# Extracted entries
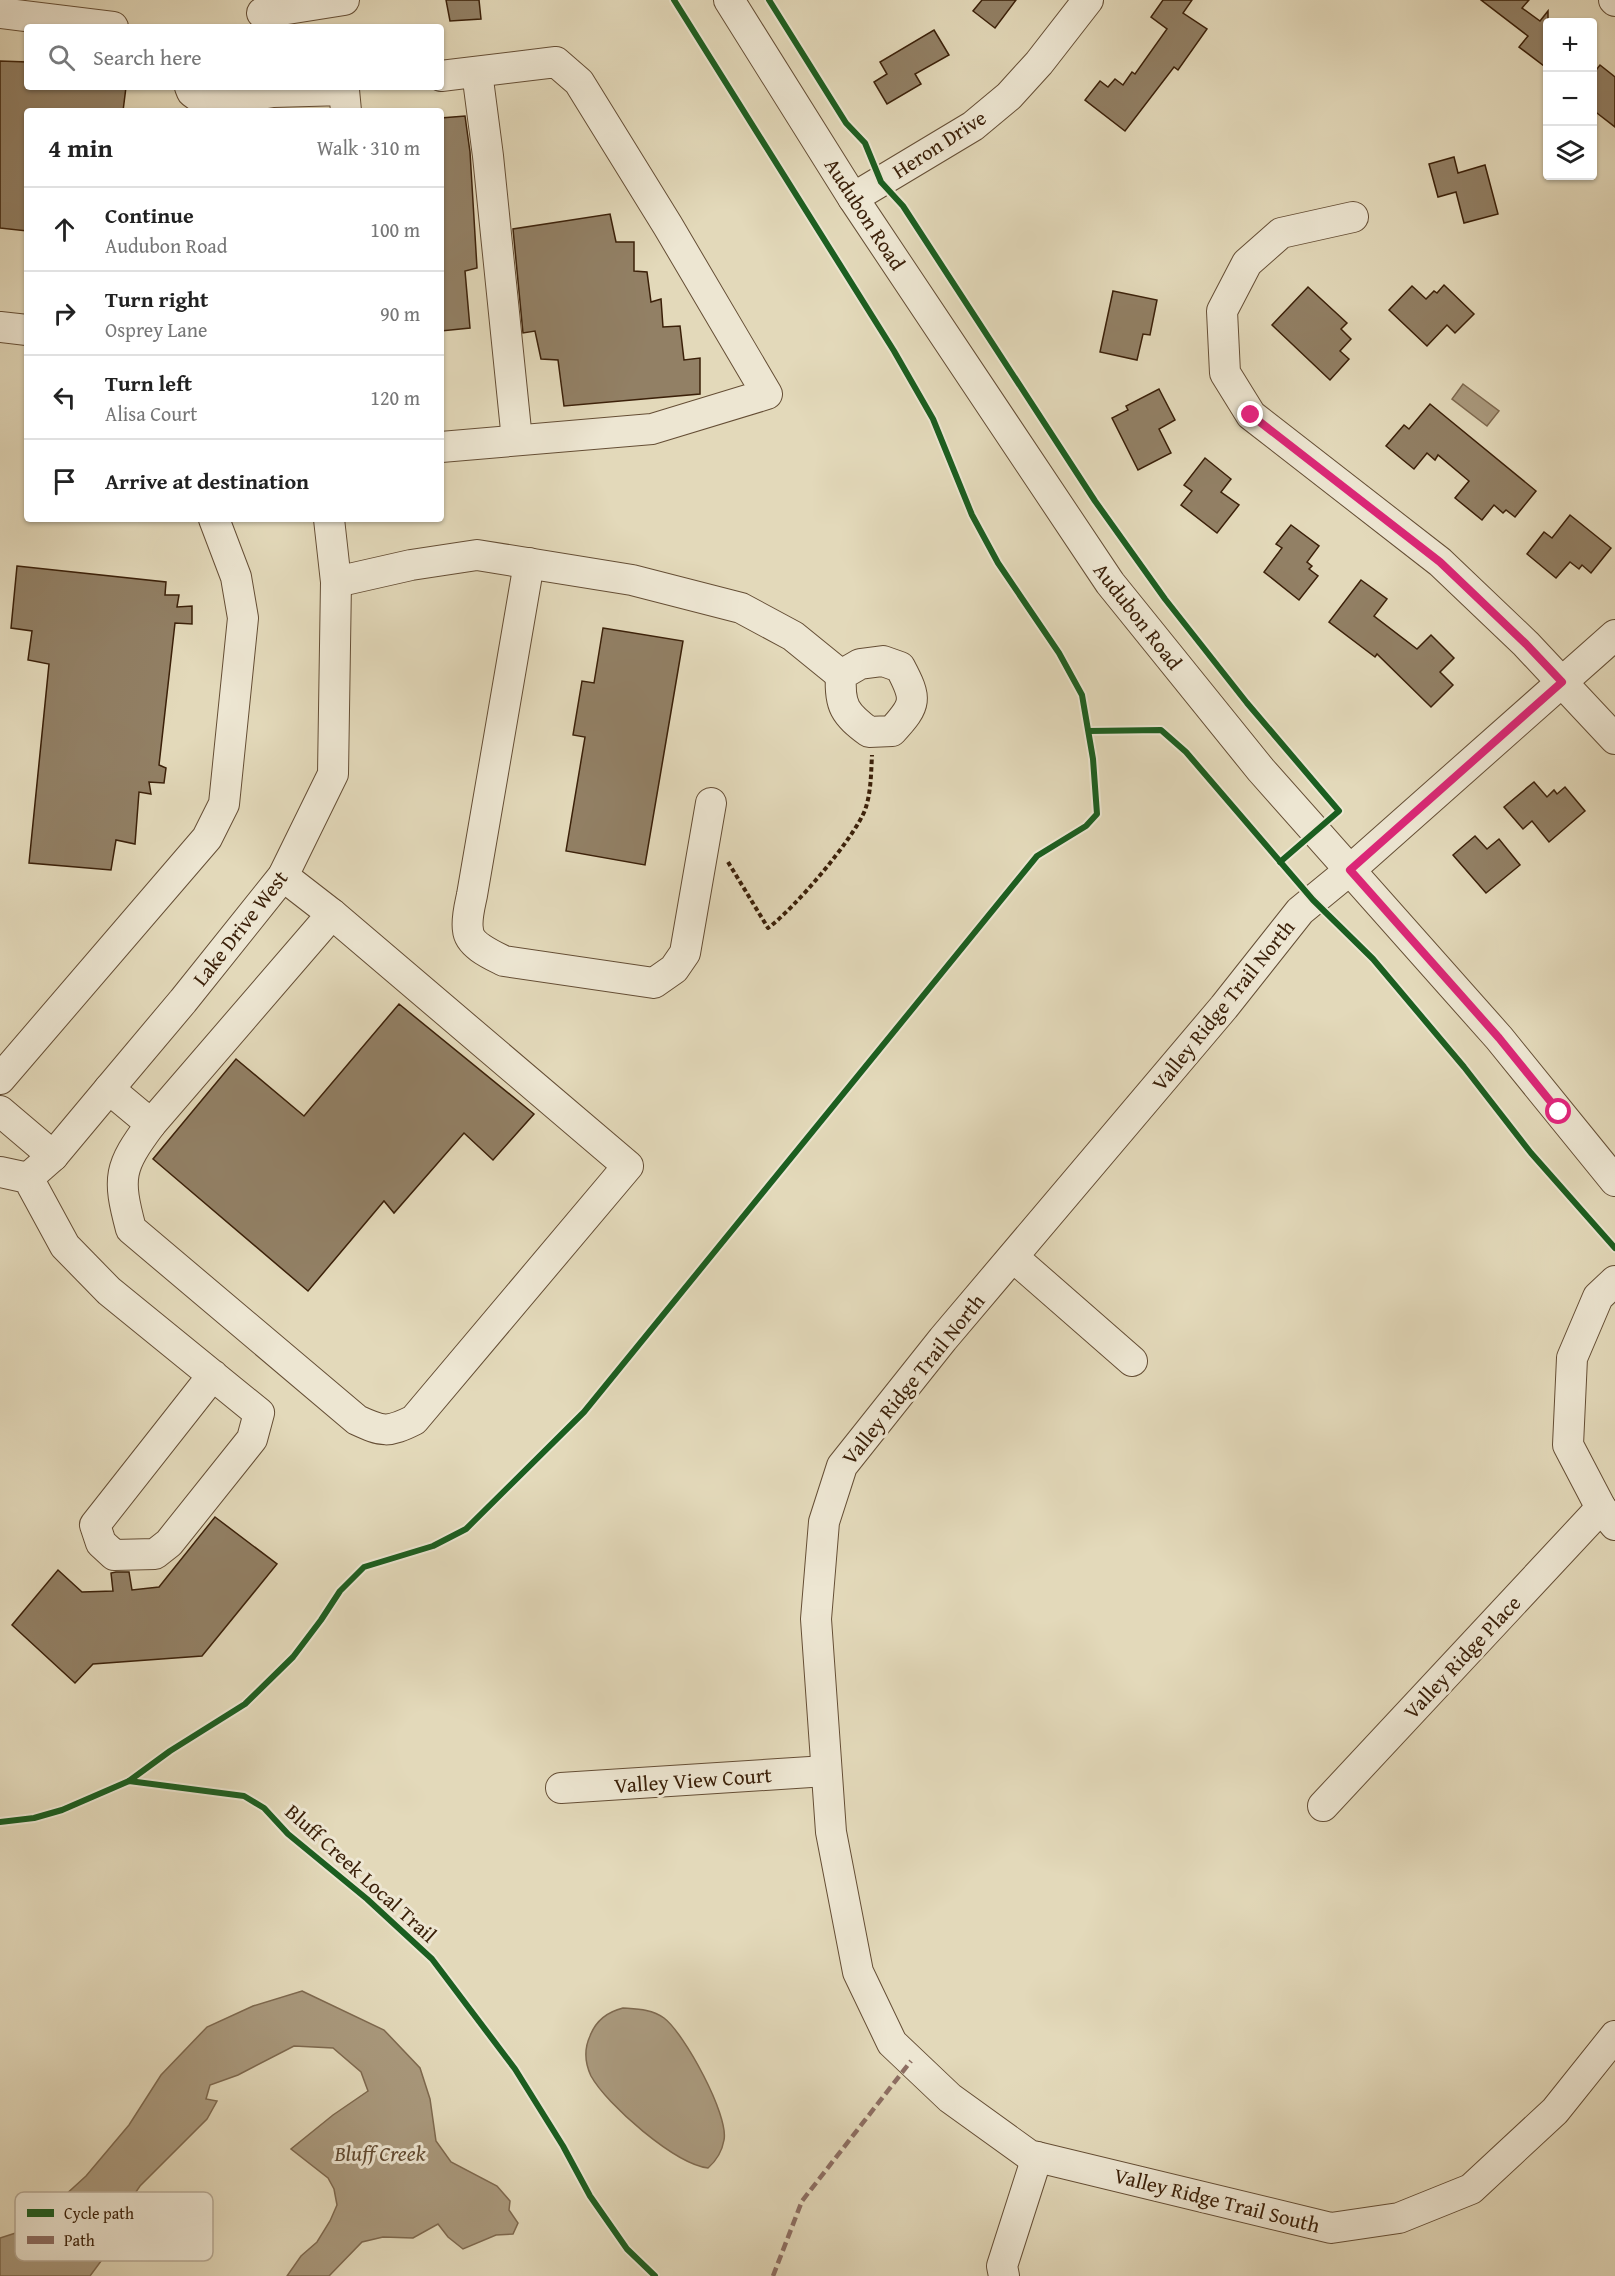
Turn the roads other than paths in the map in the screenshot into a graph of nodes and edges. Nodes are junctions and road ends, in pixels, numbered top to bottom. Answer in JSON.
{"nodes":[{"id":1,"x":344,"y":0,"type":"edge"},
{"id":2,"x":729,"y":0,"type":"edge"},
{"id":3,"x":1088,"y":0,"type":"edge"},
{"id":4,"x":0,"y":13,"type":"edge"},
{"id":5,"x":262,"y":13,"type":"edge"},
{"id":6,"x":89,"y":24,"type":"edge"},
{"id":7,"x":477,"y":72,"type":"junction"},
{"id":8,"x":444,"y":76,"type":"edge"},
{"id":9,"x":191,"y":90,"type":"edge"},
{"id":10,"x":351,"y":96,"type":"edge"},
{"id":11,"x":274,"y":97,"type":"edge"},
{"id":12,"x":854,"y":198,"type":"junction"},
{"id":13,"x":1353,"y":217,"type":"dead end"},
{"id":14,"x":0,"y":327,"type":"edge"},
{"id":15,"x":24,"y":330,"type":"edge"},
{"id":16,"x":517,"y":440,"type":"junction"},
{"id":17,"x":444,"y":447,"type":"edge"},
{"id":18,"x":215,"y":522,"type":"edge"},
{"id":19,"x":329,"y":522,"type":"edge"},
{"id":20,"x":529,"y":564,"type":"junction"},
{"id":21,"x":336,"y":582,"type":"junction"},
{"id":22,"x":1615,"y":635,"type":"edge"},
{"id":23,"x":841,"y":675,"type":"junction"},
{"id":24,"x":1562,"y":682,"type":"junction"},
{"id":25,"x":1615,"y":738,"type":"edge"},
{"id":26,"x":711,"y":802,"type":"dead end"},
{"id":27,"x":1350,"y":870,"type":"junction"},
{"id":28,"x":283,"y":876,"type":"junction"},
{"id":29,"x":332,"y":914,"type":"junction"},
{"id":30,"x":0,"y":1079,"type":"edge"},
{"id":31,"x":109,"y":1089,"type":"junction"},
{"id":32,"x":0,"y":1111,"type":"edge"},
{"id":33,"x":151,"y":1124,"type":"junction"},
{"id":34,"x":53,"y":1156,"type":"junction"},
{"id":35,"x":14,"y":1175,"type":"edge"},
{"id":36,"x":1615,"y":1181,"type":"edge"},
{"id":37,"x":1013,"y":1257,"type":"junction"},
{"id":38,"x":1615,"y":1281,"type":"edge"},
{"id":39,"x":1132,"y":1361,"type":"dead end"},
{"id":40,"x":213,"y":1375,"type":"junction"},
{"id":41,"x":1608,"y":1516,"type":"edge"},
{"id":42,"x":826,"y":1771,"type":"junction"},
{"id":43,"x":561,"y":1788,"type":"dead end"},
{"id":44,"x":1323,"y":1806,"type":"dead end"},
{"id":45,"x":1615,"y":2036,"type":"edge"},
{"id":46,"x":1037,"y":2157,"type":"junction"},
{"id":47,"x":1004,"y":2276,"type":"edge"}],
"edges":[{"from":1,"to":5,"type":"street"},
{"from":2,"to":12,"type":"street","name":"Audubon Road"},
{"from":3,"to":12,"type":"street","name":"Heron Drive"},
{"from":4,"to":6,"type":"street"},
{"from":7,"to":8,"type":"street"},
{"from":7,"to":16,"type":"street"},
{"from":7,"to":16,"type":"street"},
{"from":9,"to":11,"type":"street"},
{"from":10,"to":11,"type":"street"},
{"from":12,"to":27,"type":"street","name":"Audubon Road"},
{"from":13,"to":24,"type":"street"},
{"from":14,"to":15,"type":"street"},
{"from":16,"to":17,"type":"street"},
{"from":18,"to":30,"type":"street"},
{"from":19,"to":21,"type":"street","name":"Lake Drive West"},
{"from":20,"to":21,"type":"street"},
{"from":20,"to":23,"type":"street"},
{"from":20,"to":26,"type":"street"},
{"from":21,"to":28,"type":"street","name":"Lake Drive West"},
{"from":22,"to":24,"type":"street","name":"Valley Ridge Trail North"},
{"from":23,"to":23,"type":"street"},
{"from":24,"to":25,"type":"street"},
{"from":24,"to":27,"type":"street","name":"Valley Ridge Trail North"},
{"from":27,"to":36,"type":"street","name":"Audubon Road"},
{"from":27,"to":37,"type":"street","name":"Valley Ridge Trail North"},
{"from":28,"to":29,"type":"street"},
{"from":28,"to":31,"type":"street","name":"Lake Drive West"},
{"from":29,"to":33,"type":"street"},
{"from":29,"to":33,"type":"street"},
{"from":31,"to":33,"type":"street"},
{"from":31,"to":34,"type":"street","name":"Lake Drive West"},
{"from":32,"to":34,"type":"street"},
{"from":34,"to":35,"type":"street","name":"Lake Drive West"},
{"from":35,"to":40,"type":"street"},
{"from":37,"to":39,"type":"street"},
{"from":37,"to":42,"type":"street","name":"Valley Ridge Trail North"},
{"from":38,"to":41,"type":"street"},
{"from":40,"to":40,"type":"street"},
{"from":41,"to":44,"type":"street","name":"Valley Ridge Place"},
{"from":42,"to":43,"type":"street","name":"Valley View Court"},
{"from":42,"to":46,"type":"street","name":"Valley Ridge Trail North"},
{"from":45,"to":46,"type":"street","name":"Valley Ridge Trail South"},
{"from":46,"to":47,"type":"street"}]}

# Assignment
Every record should be duplicated exactly, though any picture in it must be left out.

# Output of the exercise
Turn the roads other than paths in the map in the screenshot into a graph of nodes and edges. Nodes are junctions and road ends, in pixels, numbered top to bottom. Answer in JSON.
{"nodes":[{"id":1,"x":344,"y":0,"type":"edge"},
{"id":2,"x":729,"y":0,"type":"edge"},
{"id":3,"x":1088,"y":0,"type":"edge"},
{"id":4,"x":0,"y":13,"type":"edge"},
{"id":5,"x":262,"y":13,"type":"edge"},
{"id":6,"x":89,"y":24,"type":"edge"},
{"id":7,"x":477,"y":72,"type":"junction"},
{"id":8,"x":444,"y":76,"type":"edge"},
{"id":9,"x":191,"y":90,"type":"edge"},
{"id":10,"x":351,"y":96,"type":"edge"},
{"id":11,"x":274,"y":97,"type":"edge"},
{"id":12,"x":854,"y":198,"type":"junction"},
{"id":13,"x":1353,"y":217,"type":"dead end"},
{"id":14,"x":0,"y":327,"type":"edge"},
{"id":15,"x":24,"y":330,"type":"edge"},
{"id":16,"x":517,"y":440,"type":"junction"},
{"id":17,"x":444,"y":447,"type":"edge"},
{"id":18,"x":215,"y":522,"type":"edge"},
{"id":19,"x":329,"y":522,"type":"edge"},
{"id":20,"x":529,"y":564,"type":"junction"},
{"id":21,"x":336,"y":582,"type":"junction"},
{"id":22,"x":1615,"y":635,"type":"edge"},
{"id":23,"x":841,"y":675,"type":"junction"},
{"id":24,"x":1562,"y":682,"type":"junction"},
{"id":25,"x":1615,"y":738,"type":"edge"},
{"id":26,"x":711,"y":802,"type":"dead end"},
{"id":27,"x":1350,"y":870,"type":"junction"},
{"id":28,"x":283,"y":876,"type":"junction"},
{"id":29,"x":332,"y":914,"type":"junction"},
{"id":30,"x":0,"y":1079,"type":"edge"},
{"id":31,"x":109,"y":1089,"type":"junction"},
{"id":32,"x":0,"y":1111,"type":"edge"},
{"id":33,"x":151,"y":1124,"type":"junction"},
{"id":34,"x":53,"y":1156,"type":"junction"},
{"id":35,"x":14,"y":1175,"type":"edge"},
{"id":36,"x":1615,"y":1181,"type":"edge"},
{"id":37,"x":1013,"y":1257,"type":"junction"},
{"id":38,"x":1615,"y":1281,"type":"edge"},
{"id":39,"x":1132,"y":1361,"type":"dead end"},
{"id":40,"x":213,"y":1375,"type":"junction"},
{"id":41,"x":1608,"y":1516,"type":"edge"},
{"id":42,"x":826,"y":1771,"type":"junction"},
{"id":43,"x":561,"y":1788,"type":"dead end"},
{"id":44,"x":1323,"y":1806,"type":"dead end"},
{"id":45,"x":1615,"y":2036,"type":"edge"},
{"id":46,"x":1037,"y":2157,"type":"junction"},
{"id":47,"x":1004,"y":2276,"type":"edge"}],
"edges":[{"from":1,"to":5,"type":"street"},
{"from":2,"to":12,"type":"street","name":"Audubon Road"},
{"from":3,"to":12,"type":"street","name":"Heron Drive"},
{"from":4,"to":6,"type":"street"},
{"from":7,"to":8,"type":"street"},
{"from":7,"to":16,"type":"street"},
{"from":7,"to":16,"type":"street"},
{"from":9,"to":11,"type":"street"},
{"from":10,"to":11,"type":"street"},
{"from":12,"to":27,"type":"street","name":"Audubon Road"},
{"from":13,"to":24,"type":"street"},
{"from":14,"to":15,"type":"street"},
{"from":16,"to":17,"type":"street"},
{"from":18,"to":30,"type":"street"},
{"from":19,"to":21,"type":"street","name":"Lake Drive West"},
{"from":20,"to":21,"type":"street"},
{"from":20,"to":23,"type":"street"},
{"from":20,"to":26,"type":"street"},
{"from":21,"to":28,"type":"street","name":"Lake Drive West"},
{"from":22,"to":24,"type":"street","name":"Valley Ridge Trail North"},
{"from":23,"to":23,"type":"street"},
{"from":24,"to":25,"type":"street"},
{"from":24,"to":27,"type":"street","name":"Valley Ridge Trail North"},
{"from":27,"to":36,"type":"street","name":"Audubon Road"},
{"from":27,"to":37,"type":"street","name":"Valley Ridge Trail North"},
{"from":28,"to":29,"type":"street"},
{"from":28,"to":31,"type":"street","name":"Lake Drive West"},
{"from":29,"to":33,"type":"street"},
{"from":29,"to":33,"type":"street"},
{"from":31,"to":33,"type":"street"},
{"from":31,"to":34,"type":"street","name":"Lake Drive West"},
{"from":32,"to":34,"type":"street"},
{"from":34,"to":35,"type":"street","name":"Lake Drive West"},
{"from":35,"to":40,"type":"street"},
{"from":37,"to":39,"type":"street"},
{"from":37,"to":42,"type":"street","name":"Valley Ridge Trail North"},
{"from":38,"to":41,"type":"street"},
{"from":40,"to":40,"type":"street"},
{"from":41,"to":44,"type":"street","name":"Valley Ridge Place"},
{"from":42,"to":43,"type":"street","name":"Valley View Court"},
{"from":42,"to":46,"type":"street","name":"Valley Ridge Trail North"},
{"from":45,"to":46,"type":"street","name":"Valley Ridge Trail South"},
{"from":46,"to":47,"type":"street"}]}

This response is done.